Advantages of Using Structured Attributes in an Unstructured Format
There are several advantages to using structured attributes in an unstructured format along with convolutional filters as described above.
Typically structured attributes are used as hand engineered features that are directly concatenated to the final fully connected layers. Our approach removes the need to hand engineer features for each individual attribute since the convolutional filters are able to capture interesting features relevant to the classification problem.
With the current state of the art approaches for using structured attributes as explained in the previous section, there is an inherent sparsity in the feature set. Also, the number of parameters required for the proposed method increases linearly with the number of attributes and the representation format of each additional attribute.
Since we break down the attribute names and values into natural language tokens, this approach should generalize well to new attributes and new values added to existing closed-list or open-list attributes.
By adding the features extracted from structured attributes, we can get better representations for products in general and these representations can be used for a variety of other tasks.
Using word embeddings to represent the tokens present in these attributes also helps capture semantic relationships between multiple attributes or between attributes and their values. Common representations can also be learned for entities identified in these attribute values which can be shared with the other channels for unstructured attributes and potentially for other tasks.
However, if the number of structured attributes available is small and limited, traditional approaches may outperform this method.
4. Experimental Setup
Over the years, internal and external crowd sourcing has enabled us to collect large quantities of labeled data for product type categorization. Currently our dataset contains approximately 25 million labels, which is split into 3 subsets (80-10-10) to generate train, validation and test sets. These products represent approximately 6000 leaf product types in our taxonomy. We adopted a bootstrapping approach to collect the external crowdsourced data where we trained a model with the existing data and sent out suggestions to the crowd, who would provide us with feedback. While this approach has helped us collect massive quantities of data, it also has an inherent label bias since the crowd does not have an intimate knowledge of the Walmart taxonomy and is likely to pick a close-enough label if the right label is not presented in the suggestions provided. Our hierarchical model is especially sensitive to this kind of label noise since it uses traditional logistic regression based classifiers. The dataset is also very unevenly distributed for each product type.

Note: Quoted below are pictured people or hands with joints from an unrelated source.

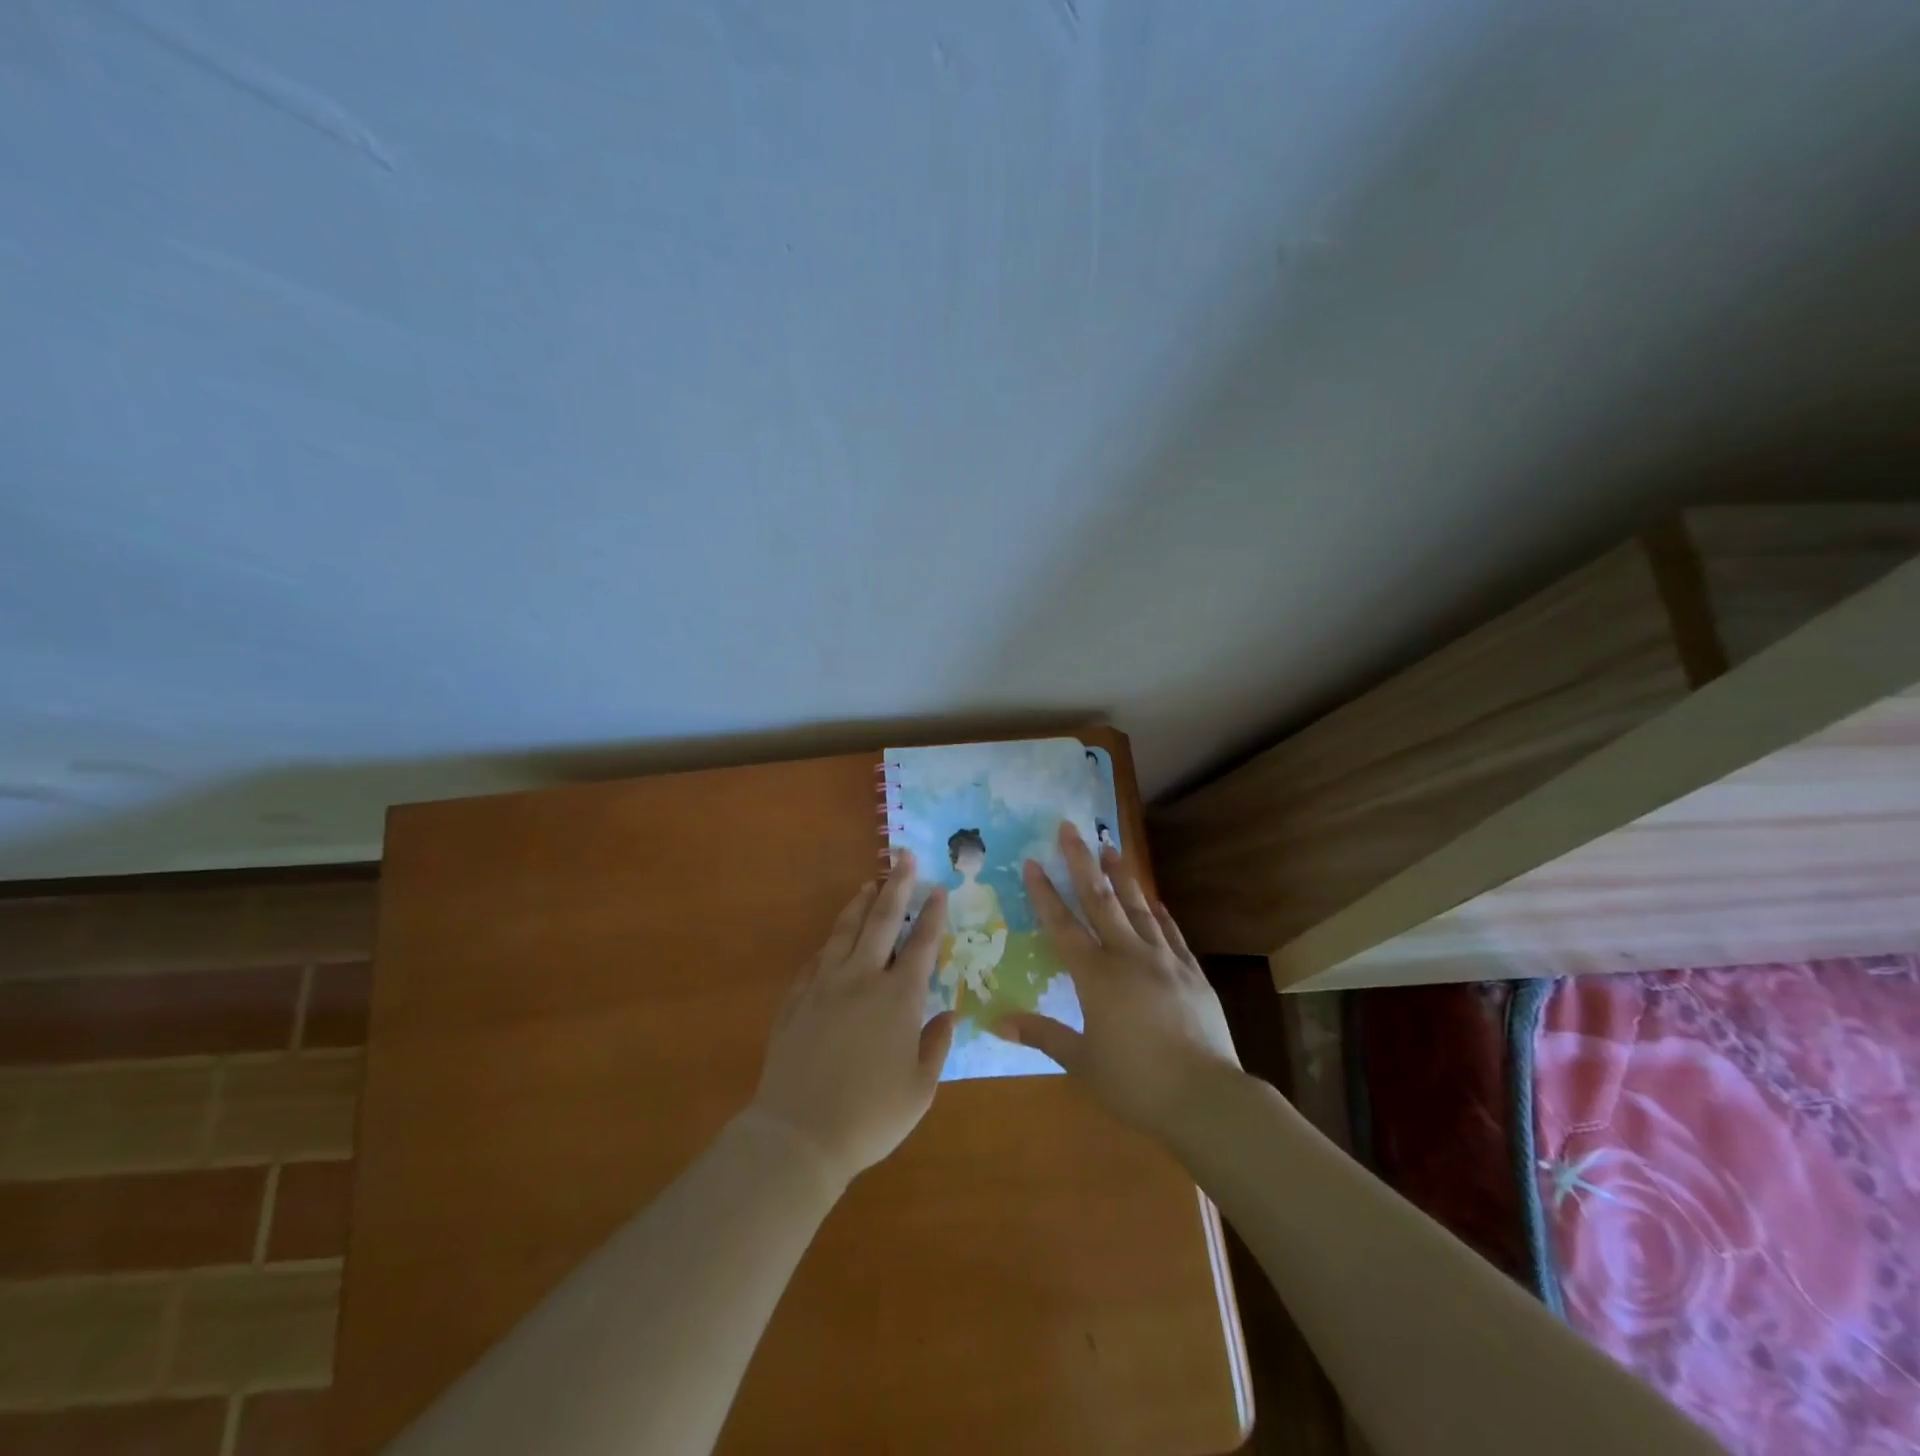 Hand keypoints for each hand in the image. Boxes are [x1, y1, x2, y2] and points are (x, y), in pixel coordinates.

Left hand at [748, 852, 954, 1189]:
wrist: (799, 1134)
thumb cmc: (870, 1116)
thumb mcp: (920, 1089)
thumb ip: (936, 1046)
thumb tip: (948, 1015)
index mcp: (898, 998)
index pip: (921, 944)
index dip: (932, 915)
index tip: (938, 888)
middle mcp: (862, 979)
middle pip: (882, 921)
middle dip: (896, 886)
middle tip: (903, 857)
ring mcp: (824, 986)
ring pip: (844, 932)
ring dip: (859, 905)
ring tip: (868, 884)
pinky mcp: (796, 1000)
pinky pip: (815, 961)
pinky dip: (828, 945)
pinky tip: (831, 941)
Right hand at [1000, 823, 1241, 1146]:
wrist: (1205, 1097)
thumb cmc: (1135, 1083)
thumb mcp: (1082, 1062)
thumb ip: (1042, 1035)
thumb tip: (998, 1022)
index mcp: (1096, 977)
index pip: (1063, 925)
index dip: (1044, 893)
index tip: (1032, 862)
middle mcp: (1128, 957)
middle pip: (1100, 900)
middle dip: (1081, 862)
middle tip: (1070, 828)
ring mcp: (1164, 960)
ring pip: (1138, 907)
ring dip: (1121, 875)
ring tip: (1110, 847)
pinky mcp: (1192, 972)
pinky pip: (1171, 932)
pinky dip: (1159, 912)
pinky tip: (1154, 899)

An example of this uneven distribution is shown in Figure 4. This is typical in an eCommerce catalog, where some product types, like T-Shirts have several tens of millions of products while others like Zithers have less than ten products. We stratify low support classes by repeating samples until each class has at least 200 samples. We also ensure that we perform a stratified split into train, validation and test sets such that the sample distributions across these sets are similar.
Standard whitespace tokenization is used to tokenize both unstructured and structured attributes. Tokenization and dictionary lookups are not precomputed but performed on the fly during training. Preprocessing is an expensive step however and does slow down training when done on the fly. In our case, since the product information keeps changing frequently, we typically don’t store preprocessing results ahead of time before training.
4.3. Training Schedule
For both the Multi-LSTM and the Multi-CNN model, we adopt similar training procedures. We use SGD with restarts to train these models as described in Smith (Smith, 2017). We start with one epoch and double the cosine annealing period with each cycle. The models with the lowest validation loss values are usually seen after around 5-6 epochs of training. Even though we also update the randomly initialized word embeddings at training time, the model converges to a loss value within 10% of the final loss value within one epoch after which it slowly improves and reaches its peak.
4.4. Dictionary and Embedding Details
As mentioned above, word embeddings with 200 dimensions were used for each unstructured attribute. The same embedding size was used for structured attributes too. The dictionary used for product_name had 500K tokens, for product_description had 1 million tokens and for structured attributes had 100K tokens.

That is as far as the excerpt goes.